• _GOAL OF THE EXERCISE_
Filter the entries below, keeping only lines with "where".

• _RECORDED DATA_
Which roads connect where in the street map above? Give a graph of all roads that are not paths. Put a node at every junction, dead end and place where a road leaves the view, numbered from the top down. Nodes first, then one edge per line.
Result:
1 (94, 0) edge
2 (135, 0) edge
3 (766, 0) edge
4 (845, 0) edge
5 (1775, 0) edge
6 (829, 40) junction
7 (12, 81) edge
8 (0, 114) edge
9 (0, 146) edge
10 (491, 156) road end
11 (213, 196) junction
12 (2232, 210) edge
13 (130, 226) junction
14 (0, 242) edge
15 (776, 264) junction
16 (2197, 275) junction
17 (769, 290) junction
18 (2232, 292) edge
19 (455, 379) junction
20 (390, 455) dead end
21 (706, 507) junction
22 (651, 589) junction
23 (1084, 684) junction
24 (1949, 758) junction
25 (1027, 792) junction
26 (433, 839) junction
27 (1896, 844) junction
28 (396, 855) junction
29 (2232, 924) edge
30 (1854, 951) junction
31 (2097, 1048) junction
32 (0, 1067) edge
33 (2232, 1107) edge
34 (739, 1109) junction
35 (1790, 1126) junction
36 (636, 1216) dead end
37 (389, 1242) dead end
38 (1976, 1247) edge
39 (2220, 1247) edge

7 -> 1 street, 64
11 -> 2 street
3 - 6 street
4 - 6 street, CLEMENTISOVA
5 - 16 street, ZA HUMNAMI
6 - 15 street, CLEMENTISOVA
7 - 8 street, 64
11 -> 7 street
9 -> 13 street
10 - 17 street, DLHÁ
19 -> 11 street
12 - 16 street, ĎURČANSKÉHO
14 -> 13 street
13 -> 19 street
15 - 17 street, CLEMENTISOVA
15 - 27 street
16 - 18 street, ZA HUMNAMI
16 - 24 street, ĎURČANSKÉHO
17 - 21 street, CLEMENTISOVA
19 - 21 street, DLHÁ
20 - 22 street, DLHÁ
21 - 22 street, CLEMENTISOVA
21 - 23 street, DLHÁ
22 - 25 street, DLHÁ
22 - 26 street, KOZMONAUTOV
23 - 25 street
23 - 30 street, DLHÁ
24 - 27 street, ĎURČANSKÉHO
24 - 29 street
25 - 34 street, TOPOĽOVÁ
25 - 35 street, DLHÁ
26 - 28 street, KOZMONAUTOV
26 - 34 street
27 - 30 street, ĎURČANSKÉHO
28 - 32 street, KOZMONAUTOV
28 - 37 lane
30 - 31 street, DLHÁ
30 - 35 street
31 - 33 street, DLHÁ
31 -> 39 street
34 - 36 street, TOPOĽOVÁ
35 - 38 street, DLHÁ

...

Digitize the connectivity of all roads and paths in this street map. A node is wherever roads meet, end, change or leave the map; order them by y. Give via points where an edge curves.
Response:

* * *

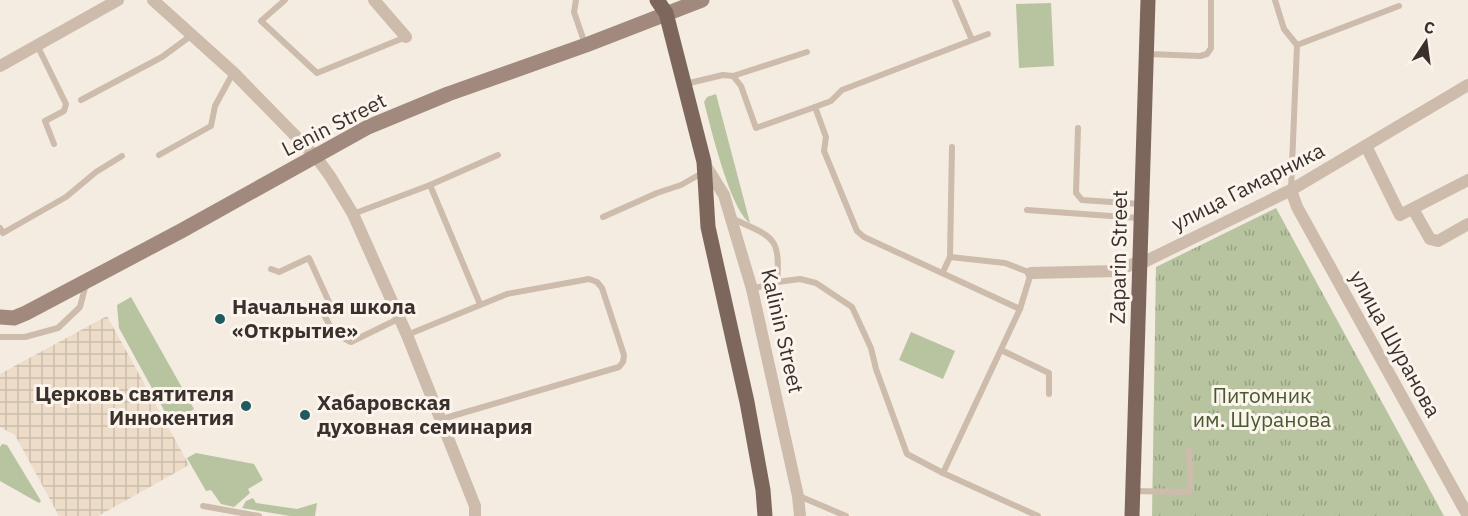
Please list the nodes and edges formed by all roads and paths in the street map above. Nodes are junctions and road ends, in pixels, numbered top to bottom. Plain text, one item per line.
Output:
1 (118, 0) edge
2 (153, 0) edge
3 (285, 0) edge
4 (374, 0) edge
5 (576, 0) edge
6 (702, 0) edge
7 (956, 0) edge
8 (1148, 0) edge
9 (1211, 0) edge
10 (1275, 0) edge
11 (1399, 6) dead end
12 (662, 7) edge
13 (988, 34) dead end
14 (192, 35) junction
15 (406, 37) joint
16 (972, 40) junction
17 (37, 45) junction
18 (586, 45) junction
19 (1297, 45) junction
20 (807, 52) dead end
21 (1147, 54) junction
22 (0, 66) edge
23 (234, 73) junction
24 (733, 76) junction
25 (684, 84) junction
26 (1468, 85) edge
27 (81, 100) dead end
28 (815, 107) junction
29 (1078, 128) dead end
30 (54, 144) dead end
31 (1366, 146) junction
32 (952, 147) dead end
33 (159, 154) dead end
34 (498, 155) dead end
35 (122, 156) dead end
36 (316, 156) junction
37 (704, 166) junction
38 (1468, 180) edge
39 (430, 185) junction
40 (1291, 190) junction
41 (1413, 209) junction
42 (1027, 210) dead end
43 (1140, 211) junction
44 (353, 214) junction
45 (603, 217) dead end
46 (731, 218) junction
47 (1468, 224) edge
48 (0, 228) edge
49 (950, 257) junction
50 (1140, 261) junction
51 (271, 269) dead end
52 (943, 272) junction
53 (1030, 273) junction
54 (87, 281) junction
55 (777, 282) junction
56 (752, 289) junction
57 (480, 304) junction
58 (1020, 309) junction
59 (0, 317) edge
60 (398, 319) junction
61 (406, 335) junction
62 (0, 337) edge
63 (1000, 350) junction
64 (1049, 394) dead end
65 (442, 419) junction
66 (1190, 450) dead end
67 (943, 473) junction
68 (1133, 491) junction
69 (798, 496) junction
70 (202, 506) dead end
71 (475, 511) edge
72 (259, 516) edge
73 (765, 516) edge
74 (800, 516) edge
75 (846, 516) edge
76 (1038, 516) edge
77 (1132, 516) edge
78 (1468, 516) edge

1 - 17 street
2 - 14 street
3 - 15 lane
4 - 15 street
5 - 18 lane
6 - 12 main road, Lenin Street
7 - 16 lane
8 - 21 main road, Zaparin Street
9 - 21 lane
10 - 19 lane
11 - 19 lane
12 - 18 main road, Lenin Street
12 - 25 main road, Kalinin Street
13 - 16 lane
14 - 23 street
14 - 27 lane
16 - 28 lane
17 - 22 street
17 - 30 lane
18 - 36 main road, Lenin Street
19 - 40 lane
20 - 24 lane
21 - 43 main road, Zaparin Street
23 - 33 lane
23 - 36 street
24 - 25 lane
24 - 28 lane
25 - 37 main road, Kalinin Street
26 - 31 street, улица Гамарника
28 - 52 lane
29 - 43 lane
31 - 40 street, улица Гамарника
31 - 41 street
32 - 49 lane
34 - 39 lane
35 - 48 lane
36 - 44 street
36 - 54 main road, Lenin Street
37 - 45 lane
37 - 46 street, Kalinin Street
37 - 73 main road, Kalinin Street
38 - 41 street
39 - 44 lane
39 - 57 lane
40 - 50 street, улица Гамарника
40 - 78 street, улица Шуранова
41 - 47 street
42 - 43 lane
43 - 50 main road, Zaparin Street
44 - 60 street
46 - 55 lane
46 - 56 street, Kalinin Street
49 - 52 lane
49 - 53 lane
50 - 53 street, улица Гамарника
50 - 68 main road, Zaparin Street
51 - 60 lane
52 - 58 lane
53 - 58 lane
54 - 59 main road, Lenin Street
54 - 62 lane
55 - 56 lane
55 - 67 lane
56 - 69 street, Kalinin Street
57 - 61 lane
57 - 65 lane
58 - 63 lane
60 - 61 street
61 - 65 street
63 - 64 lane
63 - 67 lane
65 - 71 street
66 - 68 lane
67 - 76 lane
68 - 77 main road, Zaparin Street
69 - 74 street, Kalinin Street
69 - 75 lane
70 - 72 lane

• _ANSWER TO THIS TASK_
Which roads connect where in the street map above? Give a graph of all roads that are not paths. Put a node at every junction, dead end and place where a road leaves the view, numbered from the top down. Nodes first, then one edge per line.
Digitize the connectivity of all roads and paths in this street map. A node is wherever roads meet, end, change or leave the map; order them by y. Give via points where an edge curves.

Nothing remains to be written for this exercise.